In a letter by Diana Ross, read by Smokey Robinson, she wrote that she "decided to pause and be silent, this feels right to me." Ross goes on to say, "Michael was a personal love of mine, a treasured part of my world, and part of the fabric of my life in a way I cant seem to find words to express."
Smokey Robinson reads a letter penned by former South African president Nelson Mandela. "We had great admiration for his talent and that he was able to triumph over tragedy on so many occasions in his life. Michael was a giant and a legend in the music industry. And we mourn with the millions of fans worldwide," wrote Mandela.
The Staples Center in Los Angeles is not the only place to see Michael Jackson's funeral, funeral "watch parties" are gathering internationally.
In Raleigh, North Carolina, the three-hour service includes performances from area musical groups, testimonials from Jackson fans and large screens showing the live memorial at the Raleigh Convention Center.
In Harlem, New York, the service is being shown on the Adam Clayton Powell State Office Building at 125th Street. People also are watching a CNN feed in Times Square, Manhattan.
In Detroit, Michigan, the funeral is being shown at the Charles H. Wright Museum of African American History.
In Berlin, Germany, fans are watching the live event at O2 World Arena and outside the O2 Arena in London.
Read CNN's coverage of watch parties around the globe.
Matt Szabo, Los Angeles mayor's senior press secretary, talks with CNN.com's Nicole Lapin outlines the city's plan for Jackson's funeral. Since California is steeped in a financial mess, Szabo said the mayor is asking funeral goers to contribute money to help fund the costs of the service. Szabo said he didn't know how much the memorial will cost until the end of the day but will be "millions of dollars."
Danyel Smith, former editor for Vibe magazine, reflects on the impact Jackson had on her life with CNN.com's Melissa Long. Smith said Jackson was not only a death to her family but for "everybody's" family. "I don't remember a time when Jackson wasn't on the radio," Smith said. "I don't remember an era in my life when Jackson didn't provide some soundtrack."
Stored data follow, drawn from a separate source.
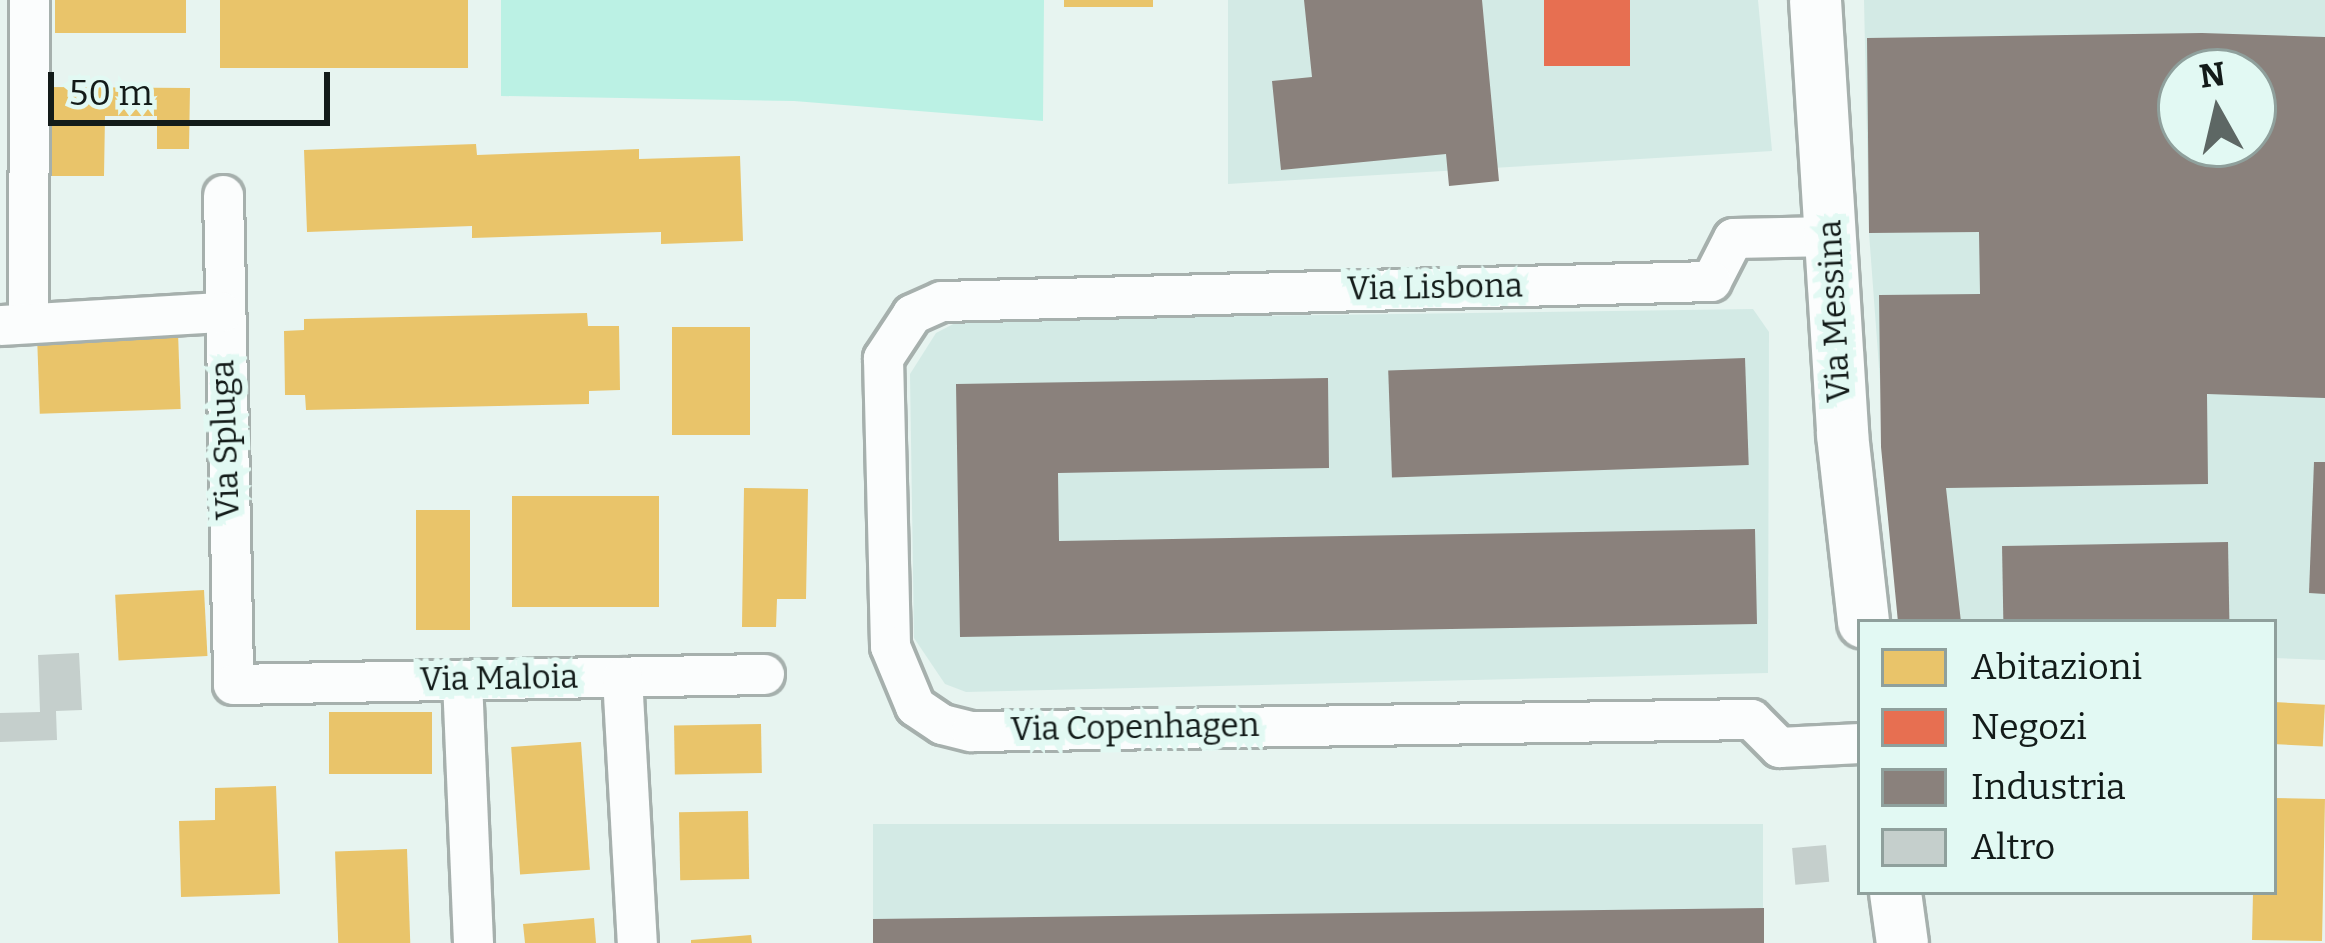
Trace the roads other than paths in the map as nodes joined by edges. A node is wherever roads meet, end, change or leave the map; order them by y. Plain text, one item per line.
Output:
1 (29, 0) edge
2 (1815, 0) edge
3 (223, 195) dead end
4 (1831, 236) junction
5 (1012, 298) joint
6 (222, 312) junction
7 (14, 324) edge
8 (1863, 619) edge
9 (764, 674) dead end
10 (622, 677) junction
11 (462, 680) junction
12 (233, 685) joint
13 (1857, 743) edge
14 (1895, 895) edge
15 (473, 943) edge
16 (637, 943) edge
17 (1902, 943) edge

1 - 7 street
2 - 4 street, Via Messina
3 - 6 street, Via Spluga
4 - 5 street, Via Lisbona
4 - 8 street, Via Messina
5 - 13 street, Via Copenhagen
6 - 7 street
6 - 12 street, Via Spluga
9 - 10 street, Via Maloia
10 - 11 street, Via Maloia
10 - 16 street
11 - 12 street, Via Maloia
11 - 15 street
14 - 17 street

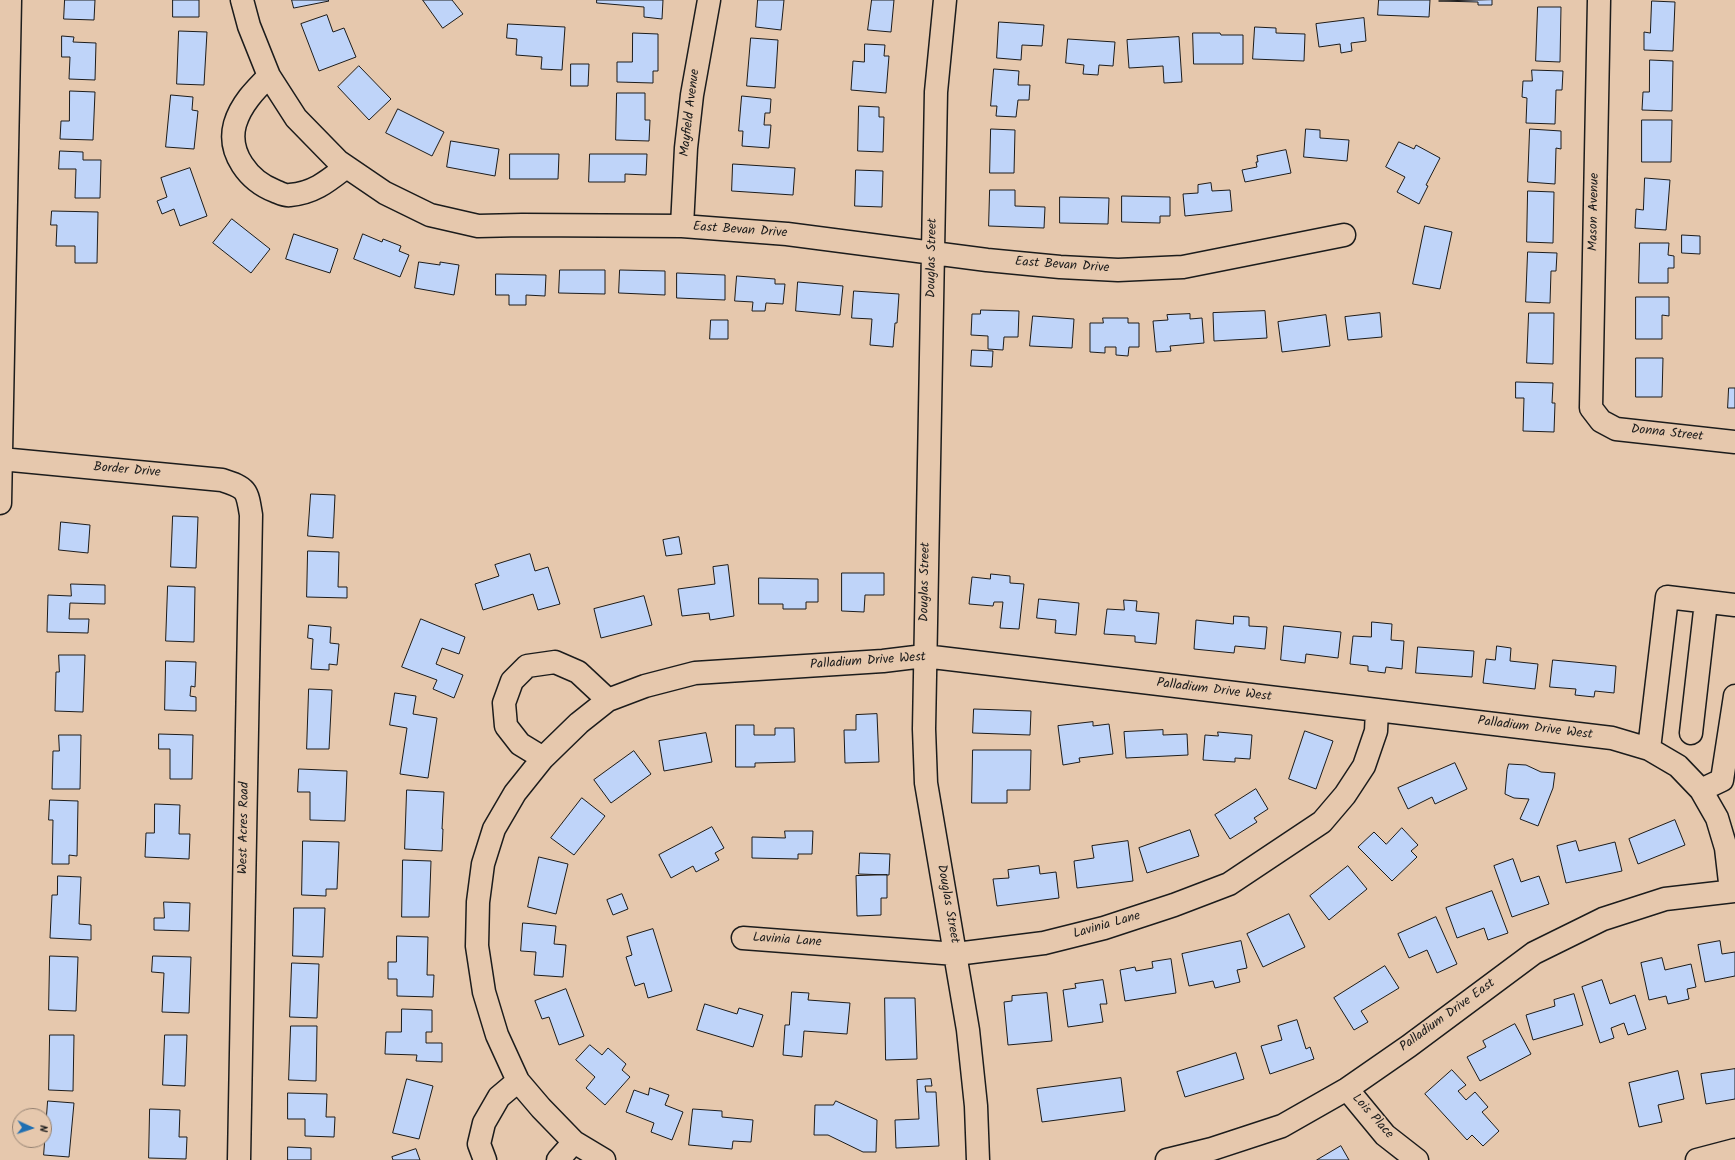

Outside of the Staples Center, it resembles more of a mall than a funeral as sellers hawk different things in memorializing Michael Jackson.
Vendors are selling t-shirts with the late singer’s face, buttons that say “rest in peace,” flowers, and black arm bands as a nod to Jackson’s trademark wrist band.
Since only ticket holders are only allowed near the Staples Center, where the memorial will be held, sellers are forced outside the perimeter where funeral goers are waiting.